Task => Report each line of the data that contains the string "Right".

═════ Data records

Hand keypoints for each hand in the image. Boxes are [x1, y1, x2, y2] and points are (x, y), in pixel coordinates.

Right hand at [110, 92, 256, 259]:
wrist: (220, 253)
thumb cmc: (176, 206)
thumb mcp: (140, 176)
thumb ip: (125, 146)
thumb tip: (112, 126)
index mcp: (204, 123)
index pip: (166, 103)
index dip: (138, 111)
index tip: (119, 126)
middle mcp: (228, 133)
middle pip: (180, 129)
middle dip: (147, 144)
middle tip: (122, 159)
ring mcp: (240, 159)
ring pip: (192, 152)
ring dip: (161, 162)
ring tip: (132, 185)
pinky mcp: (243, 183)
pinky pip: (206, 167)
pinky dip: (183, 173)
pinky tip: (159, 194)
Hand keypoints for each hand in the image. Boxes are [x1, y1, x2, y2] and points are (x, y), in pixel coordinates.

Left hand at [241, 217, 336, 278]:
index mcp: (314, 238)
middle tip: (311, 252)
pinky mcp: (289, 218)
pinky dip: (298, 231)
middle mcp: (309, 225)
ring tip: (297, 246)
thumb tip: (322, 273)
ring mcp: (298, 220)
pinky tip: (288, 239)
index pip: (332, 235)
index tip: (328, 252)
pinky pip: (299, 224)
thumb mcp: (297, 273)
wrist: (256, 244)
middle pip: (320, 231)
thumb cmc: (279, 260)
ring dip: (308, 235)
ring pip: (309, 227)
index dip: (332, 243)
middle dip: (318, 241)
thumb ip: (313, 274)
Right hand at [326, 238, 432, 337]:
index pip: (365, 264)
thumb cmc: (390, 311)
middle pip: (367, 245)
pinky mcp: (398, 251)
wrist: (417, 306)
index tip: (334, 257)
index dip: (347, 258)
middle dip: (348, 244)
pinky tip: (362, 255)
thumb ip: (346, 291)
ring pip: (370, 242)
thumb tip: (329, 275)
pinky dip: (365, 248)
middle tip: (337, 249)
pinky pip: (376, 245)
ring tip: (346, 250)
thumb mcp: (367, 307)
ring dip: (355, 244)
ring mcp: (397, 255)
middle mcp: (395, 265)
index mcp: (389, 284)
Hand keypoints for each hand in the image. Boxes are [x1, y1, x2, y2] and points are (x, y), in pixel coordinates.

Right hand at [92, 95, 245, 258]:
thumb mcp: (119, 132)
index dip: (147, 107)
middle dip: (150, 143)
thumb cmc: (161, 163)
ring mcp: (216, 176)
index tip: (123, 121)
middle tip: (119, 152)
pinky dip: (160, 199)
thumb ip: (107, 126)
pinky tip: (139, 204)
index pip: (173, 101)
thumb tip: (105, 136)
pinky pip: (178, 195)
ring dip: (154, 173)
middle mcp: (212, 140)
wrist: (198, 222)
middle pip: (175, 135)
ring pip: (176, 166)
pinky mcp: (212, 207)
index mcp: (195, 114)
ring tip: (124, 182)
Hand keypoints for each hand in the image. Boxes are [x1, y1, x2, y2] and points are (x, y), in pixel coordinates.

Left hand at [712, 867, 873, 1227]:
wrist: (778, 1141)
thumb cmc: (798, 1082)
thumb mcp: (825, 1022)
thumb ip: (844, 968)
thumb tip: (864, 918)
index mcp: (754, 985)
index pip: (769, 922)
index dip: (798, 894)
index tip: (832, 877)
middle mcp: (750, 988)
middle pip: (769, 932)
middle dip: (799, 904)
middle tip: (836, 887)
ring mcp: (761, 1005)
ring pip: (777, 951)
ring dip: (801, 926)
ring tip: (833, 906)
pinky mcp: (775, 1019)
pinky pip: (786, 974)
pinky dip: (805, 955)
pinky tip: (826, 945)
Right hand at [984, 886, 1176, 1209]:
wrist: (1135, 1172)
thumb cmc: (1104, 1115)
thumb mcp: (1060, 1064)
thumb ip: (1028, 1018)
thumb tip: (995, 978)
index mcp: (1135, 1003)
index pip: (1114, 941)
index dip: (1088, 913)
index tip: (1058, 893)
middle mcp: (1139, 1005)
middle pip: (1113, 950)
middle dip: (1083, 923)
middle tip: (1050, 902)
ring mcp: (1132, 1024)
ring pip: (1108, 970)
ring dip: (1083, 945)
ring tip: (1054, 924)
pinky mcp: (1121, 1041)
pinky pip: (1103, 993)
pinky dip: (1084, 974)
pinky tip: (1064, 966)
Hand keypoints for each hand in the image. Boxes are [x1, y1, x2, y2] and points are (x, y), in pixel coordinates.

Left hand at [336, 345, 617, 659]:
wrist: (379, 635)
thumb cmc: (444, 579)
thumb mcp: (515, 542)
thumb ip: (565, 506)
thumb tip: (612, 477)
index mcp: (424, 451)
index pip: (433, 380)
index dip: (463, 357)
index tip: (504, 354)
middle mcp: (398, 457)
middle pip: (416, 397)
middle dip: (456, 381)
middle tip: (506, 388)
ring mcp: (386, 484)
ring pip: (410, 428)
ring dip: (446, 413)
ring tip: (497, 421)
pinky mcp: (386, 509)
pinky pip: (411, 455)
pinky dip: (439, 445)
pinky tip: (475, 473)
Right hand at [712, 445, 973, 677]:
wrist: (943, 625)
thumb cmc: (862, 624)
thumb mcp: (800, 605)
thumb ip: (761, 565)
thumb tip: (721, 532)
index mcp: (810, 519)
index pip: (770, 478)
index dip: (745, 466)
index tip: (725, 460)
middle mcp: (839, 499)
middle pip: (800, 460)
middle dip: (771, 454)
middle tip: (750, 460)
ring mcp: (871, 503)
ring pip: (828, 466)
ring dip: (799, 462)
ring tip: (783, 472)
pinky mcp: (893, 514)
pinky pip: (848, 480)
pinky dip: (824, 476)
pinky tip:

══════════

Response to the task =>
Right hand at [110, 92, 256, 259]:
Right hand at [326, 238, 432, 337]:
Right hand at [92, 95, 245, 258]:
Right hand at [984, 886, 1176, 1209]:
Right hand at [712, 445, 973, 677]:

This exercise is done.